Bats in the Baño

So there I was at this house on the edge of the jungle off of the river. It was a 40 minute extremely eventful (10 people in a tiny boat) panga ride from Bluefields. The property was really nice, like an off the grid living dream come true. Anyways, we chopped down some coconuts and drank the water inside. It was delicious but moments later I realized I had to utilize the, um, facilities. The outdoor baño was actually quite nice. It was clean but had two large elevated holes, underneath which you could not see. I had to choose one and went right. During this time I happened to look over into the hole opposite the one I chose and something was emerging… BATS! That is right, bats were emerging from the baño. I remained still as three flew out and around my head before flying upward toward an opening in the ceiling. Luckily I had gotten my rabies vaccines before departing Florida and, to be honest, they were actually cute, the bats. This was just one of the many adventures I had the pleasure of going on during my first week with blueEnergy.
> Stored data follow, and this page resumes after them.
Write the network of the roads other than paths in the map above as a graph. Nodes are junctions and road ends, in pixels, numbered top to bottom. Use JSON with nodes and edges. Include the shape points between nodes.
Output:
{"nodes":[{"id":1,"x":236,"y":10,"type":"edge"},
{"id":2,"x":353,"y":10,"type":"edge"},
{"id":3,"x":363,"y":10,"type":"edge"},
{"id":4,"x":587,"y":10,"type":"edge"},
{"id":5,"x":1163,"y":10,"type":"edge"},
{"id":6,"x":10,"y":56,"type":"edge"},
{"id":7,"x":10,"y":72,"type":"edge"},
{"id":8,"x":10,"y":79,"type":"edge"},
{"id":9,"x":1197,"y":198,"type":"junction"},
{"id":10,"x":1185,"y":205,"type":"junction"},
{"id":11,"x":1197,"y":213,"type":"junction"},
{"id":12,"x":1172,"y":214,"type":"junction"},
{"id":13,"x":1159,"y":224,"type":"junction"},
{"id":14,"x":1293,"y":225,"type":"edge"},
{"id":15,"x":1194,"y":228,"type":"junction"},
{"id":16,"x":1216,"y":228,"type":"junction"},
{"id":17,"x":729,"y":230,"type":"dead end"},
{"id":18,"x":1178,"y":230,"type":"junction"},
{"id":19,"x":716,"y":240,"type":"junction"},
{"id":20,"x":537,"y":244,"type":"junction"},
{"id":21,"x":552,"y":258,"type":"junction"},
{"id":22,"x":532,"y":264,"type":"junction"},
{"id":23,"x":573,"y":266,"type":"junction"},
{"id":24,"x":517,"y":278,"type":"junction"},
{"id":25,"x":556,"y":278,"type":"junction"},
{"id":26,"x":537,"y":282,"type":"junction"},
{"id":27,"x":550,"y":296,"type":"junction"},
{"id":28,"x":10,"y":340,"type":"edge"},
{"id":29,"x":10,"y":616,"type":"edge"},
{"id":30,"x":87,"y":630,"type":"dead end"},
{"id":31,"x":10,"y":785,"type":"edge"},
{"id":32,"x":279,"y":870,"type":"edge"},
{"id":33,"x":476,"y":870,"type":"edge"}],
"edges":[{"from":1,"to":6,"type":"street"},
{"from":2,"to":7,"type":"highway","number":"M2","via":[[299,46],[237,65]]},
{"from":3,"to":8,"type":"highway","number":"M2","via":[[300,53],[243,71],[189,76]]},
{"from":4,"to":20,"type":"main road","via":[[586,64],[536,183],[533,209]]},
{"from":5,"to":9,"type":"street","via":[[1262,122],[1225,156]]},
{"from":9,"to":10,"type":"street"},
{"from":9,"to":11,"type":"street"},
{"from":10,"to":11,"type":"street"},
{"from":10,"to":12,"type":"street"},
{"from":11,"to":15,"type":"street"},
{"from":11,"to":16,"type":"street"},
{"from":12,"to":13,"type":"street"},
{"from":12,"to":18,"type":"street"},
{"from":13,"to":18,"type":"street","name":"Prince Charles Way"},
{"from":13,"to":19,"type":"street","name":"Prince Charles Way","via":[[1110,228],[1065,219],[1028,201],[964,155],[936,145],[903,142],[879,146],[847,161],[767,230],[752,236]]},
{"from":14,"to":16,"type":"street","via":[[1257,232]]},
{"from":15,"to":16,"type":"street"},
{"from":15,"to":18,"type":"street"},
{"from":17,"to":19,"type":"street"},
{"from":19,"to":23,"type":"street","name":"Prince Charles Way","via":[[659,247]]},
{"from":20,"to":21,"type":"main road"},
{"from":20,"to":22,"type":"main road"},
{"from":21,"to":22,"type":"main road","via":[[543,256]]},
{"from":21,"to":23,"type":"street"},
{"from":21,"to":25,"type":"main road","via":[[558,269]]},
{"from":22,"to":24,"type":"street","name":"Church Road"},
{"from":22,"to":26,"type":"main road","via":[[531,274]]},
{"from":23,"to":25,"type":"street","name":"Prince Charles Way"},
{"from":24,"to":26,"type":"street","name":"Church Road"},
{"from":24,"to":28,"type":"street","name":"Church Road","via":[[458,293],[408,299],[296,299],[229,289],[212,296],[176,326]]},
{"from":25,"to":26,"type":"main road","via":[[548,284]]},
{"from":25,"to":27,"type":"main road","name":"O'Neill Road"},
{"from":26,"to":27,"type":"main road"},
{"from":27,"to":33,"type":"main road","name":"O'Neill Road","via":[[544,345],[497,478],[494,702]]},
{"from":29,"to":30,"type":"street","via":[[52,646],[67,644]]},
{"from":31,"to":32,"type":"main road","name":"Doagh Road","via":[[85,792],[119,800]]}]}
This is how it is done - collecting coconuts
This is how it is done – collecting coconuts
This is THE Baño
  This is THE Baño
COPRAJ view from behind
COPRAJ view from behind

The home we were visiting is actually Centro Ocupacional de Prevención y Reinserción para Adolescentes y Jovenes (COPRAJ). A local couple founded COPRAJ as a multi-faceted solution to at risk youths from Bluefields. In addition to building skills, crafts, music, and family, the youths are taught the valuable skill of permaculture farming. This type of farming is holistic by design, considering the natural interactions of plants and animals and working with them to yield bountiful harvest whilst maintaining the integrity of the land and preventing the monocultures that are too often found with traditional farming and agriculture. Waste is actually not waste at all – it is a resource. We learned this firsthand at another site visit to FUNCOS.

FUNCOS is a larger scale permaculture farm situated just at the edge of Bluefields. We did not have to take a panga to get there but did arrive via the back of a truck with rails (such a fun ride). We were greeted upon arrival and taken around the farm to see the way in which the plants were situated so as one would provide shade to another that required it, for example. The main event at FUNCOS was the composting demonstration. The farm composts all leftover plants and food and, as an added bonus, collects manure from local residents and smaller farms that produce it (no waste indeed). Once the compost becomes ready, the farmers at FUNCOS fill small bags with it and plant baby trees and plants. These plants are either sold to generate funds or are donated to other farms. We set off to work on filling bags with compost and planting small citrus trees following – it was definitely dirty work but we were all proud to lend a hand.

Filling bags with compost to plant saplings.
Filling bags with compost to plant saplings.

Speaking of permaculture farming, blueEnergy has their very own permaculture garden that I was given the option of learning about and actively participating in during my downtime. I am so excited to learn the techniques and should be starting relatively soon.

Permaculture demonstration garden at blueEnergy
Permaculture demonstration garden at blueEnergy

The aforementioned site visits were, predominately, focused on permaculture and organizations that blueEnergy works with but we did take a few trips round the city of Bluefields to see some of other aspects of blueEnergy’s involvement in the city. The first stop was a mechanized well that was integrated into a local school. The well provides the children with safe, potable water and is an extreme asset to the students and staff’s health and hygiene. A nice young gentleman gave us a demonstration as he cranked up the well and got himself a clean drink of water. The mechanized well is important as so many around the city are “hand dug,” which leaves them open (literally) to all sorts of contamination. If the wells are not dug deep enough they can become contaminated with human waste from nearby latrines. If the wells are not protected, hosts of contaminants (to include dead animals) can infiltrate the water along with runoff and pathogens. We were able to see a hand dug well, a completed mechanized well, and a mechanized well in progress wherein we were given the rundown on how the machinery works and necessary depths to which one must drill. Preventing contamination regardless the well type is key in sanitation and hygiene. Dry latrines, such as those developed by blueEnergy, are a way of doing so. The human excreta is confined from contaminating local water sources. We were able to visit the home of a blueEnergy dry latrine recipient and it was quite impressive – clean, lacking odor, and efficient. The family said that they have two containers and can go 18 months before having to replace just one.

You can see the potential for contamination with this well
  You can see the potential for contamination with this well
Latrines over water
Latrines over water

This is just the beginning of the blueEnergy adventures but it is nice knowing that no matter where we go or how tired we are, the amazing ladies in the blueEnergy kitchen always have a delicious creation awaiting us.